# Exercise prompt
Output each entry exactly; skip nothing.

Content starts

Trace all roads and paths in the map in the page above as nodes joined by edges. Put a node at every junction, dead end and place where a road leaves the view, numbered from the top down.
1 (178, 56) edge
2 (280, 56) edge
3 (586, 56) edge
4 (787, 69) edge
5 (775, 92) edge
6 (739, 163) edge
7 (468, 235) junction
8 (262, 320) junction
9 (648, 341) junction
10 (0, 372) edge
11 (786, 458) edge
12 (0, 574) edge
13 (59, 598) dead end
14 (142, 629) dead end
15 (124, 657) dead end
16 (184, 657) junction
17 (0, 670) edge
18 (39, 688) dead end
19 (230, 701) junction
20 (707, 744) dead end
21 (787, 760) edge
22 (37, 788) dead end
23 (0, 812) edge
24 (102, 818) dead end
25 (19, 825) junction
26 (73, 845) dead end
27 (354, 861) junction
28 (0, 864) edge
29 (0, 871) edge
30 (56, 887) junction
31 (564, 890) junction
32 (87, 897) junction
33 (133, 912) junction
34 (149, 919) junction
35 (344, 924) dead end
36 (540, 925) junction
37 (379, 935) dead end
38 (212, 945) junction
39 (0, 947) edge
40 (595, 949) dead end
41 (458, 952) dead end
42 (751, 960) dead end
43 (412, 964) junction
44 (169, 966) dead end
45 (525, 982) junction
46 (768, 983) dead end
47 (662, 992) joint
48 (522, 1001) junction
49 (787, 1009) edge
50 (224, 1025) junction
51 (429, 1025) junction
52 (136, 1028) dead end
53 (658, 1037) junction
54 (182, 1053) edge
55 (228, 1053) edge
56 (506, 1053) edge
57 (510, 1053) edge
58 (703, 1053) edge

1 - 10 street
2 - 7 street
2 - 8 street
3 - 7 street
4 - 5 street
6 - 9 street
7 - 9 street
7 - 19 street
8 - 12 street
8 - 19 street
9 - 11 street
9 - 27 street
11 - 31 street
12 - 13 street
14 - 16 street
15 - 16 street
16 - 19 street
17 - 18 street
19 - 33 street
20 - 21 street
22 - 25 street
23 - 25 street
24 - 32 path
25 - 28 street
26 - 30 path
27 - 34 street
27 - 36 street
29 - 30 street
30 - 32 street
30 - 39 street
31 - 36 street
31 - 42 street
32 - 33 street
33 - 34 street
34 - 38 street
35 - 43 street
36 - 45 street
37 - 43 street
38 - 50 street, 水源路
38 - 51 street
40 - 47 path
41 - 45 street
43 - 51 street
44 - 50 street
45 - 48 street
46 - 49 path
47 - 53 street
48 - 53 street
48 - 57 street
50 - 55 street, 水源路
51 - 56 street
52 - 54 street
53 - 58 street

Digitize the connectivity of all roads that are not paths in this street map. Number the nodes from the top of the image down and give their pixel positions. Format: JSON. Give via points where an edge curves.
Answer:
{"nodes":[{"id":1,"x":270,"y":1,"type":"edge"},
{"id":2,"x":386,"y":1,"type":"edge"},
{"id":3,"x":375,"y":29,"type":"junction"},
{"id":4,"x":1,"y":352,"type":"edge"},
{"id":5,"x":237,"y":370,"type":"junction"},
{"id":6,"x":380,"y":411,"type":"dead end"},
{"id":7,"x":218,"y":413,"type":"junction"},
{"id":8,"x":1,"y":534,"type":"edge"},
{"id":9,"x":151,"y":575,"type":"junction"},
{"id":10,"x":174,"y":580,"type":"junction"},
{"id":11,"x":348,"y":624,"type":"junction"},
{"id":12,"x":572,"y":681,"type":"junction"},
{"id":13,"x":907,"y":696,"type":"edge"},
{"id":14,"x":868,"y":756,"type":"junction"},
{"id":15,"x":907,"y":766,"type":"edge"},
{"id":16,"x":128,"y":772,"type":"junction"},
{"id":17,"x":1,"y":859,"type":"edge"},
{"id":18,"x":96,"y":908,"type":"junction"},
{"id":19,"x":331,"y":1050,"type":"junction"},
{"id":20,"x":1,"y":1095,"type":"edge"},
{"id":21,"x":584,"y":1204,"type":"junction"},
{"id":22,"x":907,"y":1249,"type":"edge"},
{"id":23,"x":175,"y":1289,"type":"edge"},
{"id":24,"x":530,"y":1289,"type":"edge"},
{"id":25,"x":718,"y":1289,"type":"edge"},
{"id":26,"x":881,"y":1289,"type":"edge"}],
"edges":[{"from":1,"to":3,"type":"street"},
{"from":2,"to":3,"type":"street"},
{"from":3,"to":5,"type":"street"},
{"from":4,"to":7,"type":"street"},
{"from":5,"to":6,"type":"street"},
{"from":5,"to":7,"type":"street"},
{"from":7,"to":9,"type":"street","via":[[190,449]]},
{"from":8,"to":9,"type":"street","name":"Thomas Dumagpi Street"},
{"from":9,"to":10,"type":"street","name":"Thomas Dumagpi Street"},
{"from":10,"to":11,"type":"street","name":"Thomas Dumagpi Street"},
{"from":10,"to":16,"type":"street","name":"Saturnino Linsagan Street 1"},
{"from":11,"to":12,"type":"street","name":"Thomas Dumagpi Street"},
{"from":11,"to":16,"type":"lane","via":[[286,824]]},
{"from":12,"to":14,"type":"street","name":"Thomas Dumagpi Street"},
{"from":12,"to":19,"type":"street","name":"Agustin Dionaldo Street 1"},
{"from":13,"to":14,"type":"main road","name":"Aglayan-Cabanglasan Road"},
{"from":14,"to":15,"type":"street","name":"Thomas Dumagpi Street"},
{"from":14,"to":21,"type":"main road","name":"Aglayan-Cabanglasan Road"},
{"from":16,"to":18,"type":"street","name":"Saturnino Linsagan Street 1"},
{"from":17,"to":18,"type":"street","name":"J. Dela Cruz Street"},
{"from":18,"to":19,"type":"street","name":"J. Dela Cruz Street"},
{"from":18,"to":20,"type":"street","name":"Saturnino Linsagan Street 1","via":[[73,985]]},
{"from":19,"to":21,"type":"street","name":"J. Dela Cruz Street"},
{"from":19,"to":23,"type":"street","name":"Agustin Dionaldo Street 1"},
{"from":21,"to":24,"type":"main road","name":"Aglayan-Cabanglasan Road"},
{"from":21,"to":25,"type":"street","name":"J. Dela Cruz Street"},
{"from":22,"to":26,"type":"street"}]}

Content ends

# Task result
Trace all roads and paths in the map in the page above as nodes joined by edges. Put a node at every junction, dead end and place where a road leaves the view, numbered from the top down.
1 (178, 56) edge
2 (280, 56) edge
3 (586, 56) edge
4 (787, 69) edge
5 (775, 92) edge
6 (739, 163) edge
7 (468, 235) junction
8 (262, 320) junction
9 (648, 341) junction
10 (0, 372) edge
11 (786, 458) edge
12 (0, 574) edge
13 (59, 598) dead end
14 (142, 629) dead end
15 (124, 657) dead end
16 (184, 657) junction
17 (0, 670) edge
18 (39, 688) dead end
19 (230, 701) junction
20 (707, 744) dead end
21 (787, 760) edge
22 (37, 788) dead end
23 (0, 812) edge
24 (102, 818) dead end
25 (19, 825) junction
26 (73, 845) dead end
27 (354, 861) junction
28 (0, 864) edge
29 (0, 871) edge
30 (56, 887) junction
31 (564, 890) junction
32 (87, 897) junction
33 (133, 912) junction
34 (149, 919) junction
35 (344, 924) dead end
36 (540, 925) junction
37 (379, 935) dead end
38 (212, 945) junction
39 (0, 947) edge
40 (595, 949) dead end
41 (458, 952) dead end
42 (751, 960) dead end
43 (412, 964) junction
44 (169, 966) dead end
45 (525, 982) junction
46 (768, 983) dead end
47 (662, 992) joint
48 (522, 1001) junction
49 (787, 1009) edge
50 (224, 1025) junction
51 (429, 1025) junction
52 (136, 1028) dead end
53 (658, 1037) junction
54 (182, 1053) edge
55 (228, 1053) edge
56 (506, 1053) edge
57 (510, 1053) edge
58 (703, 1053) edge

1 - 10 street
2 - 7 street
2 - 8 street
3 - 7 street
4 - 5 street
6 - 9 street
7 - 9 street
7 - 19 street
8 - 12 street
8 - 19 street
9 - 11 street
9 - 27 street
11 - 31 street
12 - 13 street
14 - 16 street
15 - 16 street
16 - 19 street
17 - 18 street
19 - 33 street
20 - 21 street
22 - 25 street
23 - 25 street
24 - 32 path
25 - 28 street
26 - 30 path
27 - 34 street
27 - 36 street
29 - 30 street
30 - 32 street
30 - 39 street
31 - 36 street
31 - 42 street
32 - 33 street
33 - 34 street
34 - 38 street
35 - 43 street
36 - 45 street
37 - 43 street
38 - 50 street, 水源路
38 - 51 street
40 - 47 path
41 - 45 street
43 - 51 street
44 - 50 street
45 - 48 street
46 - 49 path
47 - 53 street
48 - 53 street
48 - 57 street
50 - 55 street, 水源路
51 - 56 street
52 - 54 street
53 - 58 street

Digitize the connectivity of all roads that are not paths in this street map. Number the nodes from the top of the image down and give their pixel positions. Format: JSON. Give via points where an edge curves.
Answer:
{"nodes":[{"id":1,"x":270,"y":1,"type":"edge"},
{"id":2,"x":386,"y":1,"type":"edge"},
{"id":3,"x":375,"y":29,"type":"junction"},
{"id":4,"x":1,"y":352,"type":"edge"},
{"id":5,"x":237,"y":370,"type":"junction"},
{"id":6,"x":380,"y":411,"type":"dead end"},
{"id":7,"x":218,"y":413,"type":"junction"},
{"id":8,"x":1,"y":534,"type":"edge"},
{"id":9,"x":151,"y":575,"type":"junction"},
{"id":10,"x":174,"y":580,"type":"junction"},
{"id":11,"x":348,"y":624,"type":"junction"},
{"id":12,"x":572,"y":681,"type":"junction"},
{"id":13,"x":907,"y":696,"type":"edge"},
{"id":14,"x":868,"y":756,"type":"junction"},
{"id":15,"x":907,"y":766,"type":"edge"},
{"id":16,"x":128,"y":772,"type":"junction"},
{"id":17,"x":1,"y":859,"type":"edge"},
{"id":18,"x":96,"y":908,"type":"junction"},
{"id":19,"x":331,"y":1050,"type":"junction"},
{"id":20,"x":1,"y":1095,"type":"edge"},
{"id":21,"x":584,"y":1204,"type":"junction"},
{"id":22,"x":907,"y":1249,"type":"edge"},
{"id":23,"x":175,"y":1289,"type":"edge"},
{"id":24,"x":530,"y":1289,"type":"edge"},
{"id":25,"x":718,"y":1289,"type":"edge"},
{"id":26,"x":881,"y":1289,"type":"edge"}],
"edges":[{"from":1,"to":3,"type":"street"},
{"from":2,"to":3,"type":"street"},
{"from":3,"to":5,"type":"street"},
{"from":4,"to":7,"type":"street"},
{"from":5,"to":6,"type":"street"},
{"from":5,"to":7,"type":"street"},
{"from":7,"to":9,"type":"street","via":[[190,449]]},
{"from":8,"to":9,"type":"street","name":"Thomas Dumagpi Street"},
{"from":9,"to":10,"type":"street","name":"Thomas Dumagpi Street"},
{"from":10,"to":11,"type":"street","name":"Thomas Dumagpi Street"},
{"from":10,"to":16,"type":"street","name":"Saturnino Linsagan Street 1"},
{"from":11,"to":12,"type":"street","name":"Thomas Dumagpi Street"},
{"from":11,"to":16,"type":"lane","via":[[286,824]]},
{"from":12,"to":14,"type":"street","name":"Thomas Dumagpi Street"},
{"from":12,"to":19,"type":"street","name":"Agustin Dionaldo Street 1"},
{"from":13,"to":14,"type":"main road","name":"Aglayan-Cabanglasan Road"},
{"from":14,"to":15,"type":"street","name":"Thomas Dumagpi Street"},
{"from":14,"to":21,"type":"main road","name":"Aglayan-Cabanglasan Road"},
{"from":16,"to":18,"type":"street","name":"Saturnino Linsagan Street 1"},
{"from":17,"to":18,"type":"street","name":"J. Dela Cruz Street"},
{"from":18,"to":19,"type":"street","name":"J. Dela Cruz Street"},
{"from":18,"to":20,"type":"street","name":"Saturnino Linsagan Street 1","via":[[73,985]]},
{"from":19,"to":21,"type":"street","name":"J. Dela Cruz Street"},
{"from":19,"to":23,"type":"street","name":"Agustin Dionaldo Street 1"},
{"from":21,"to":24,"type":"main road","name":"Aglayan-Cabanglasan Road"},
{"from":21,"to":25,"type":"street","name":"J. Dela Cruz Street"},
{"from":22,"to":26,"type":"street"}]}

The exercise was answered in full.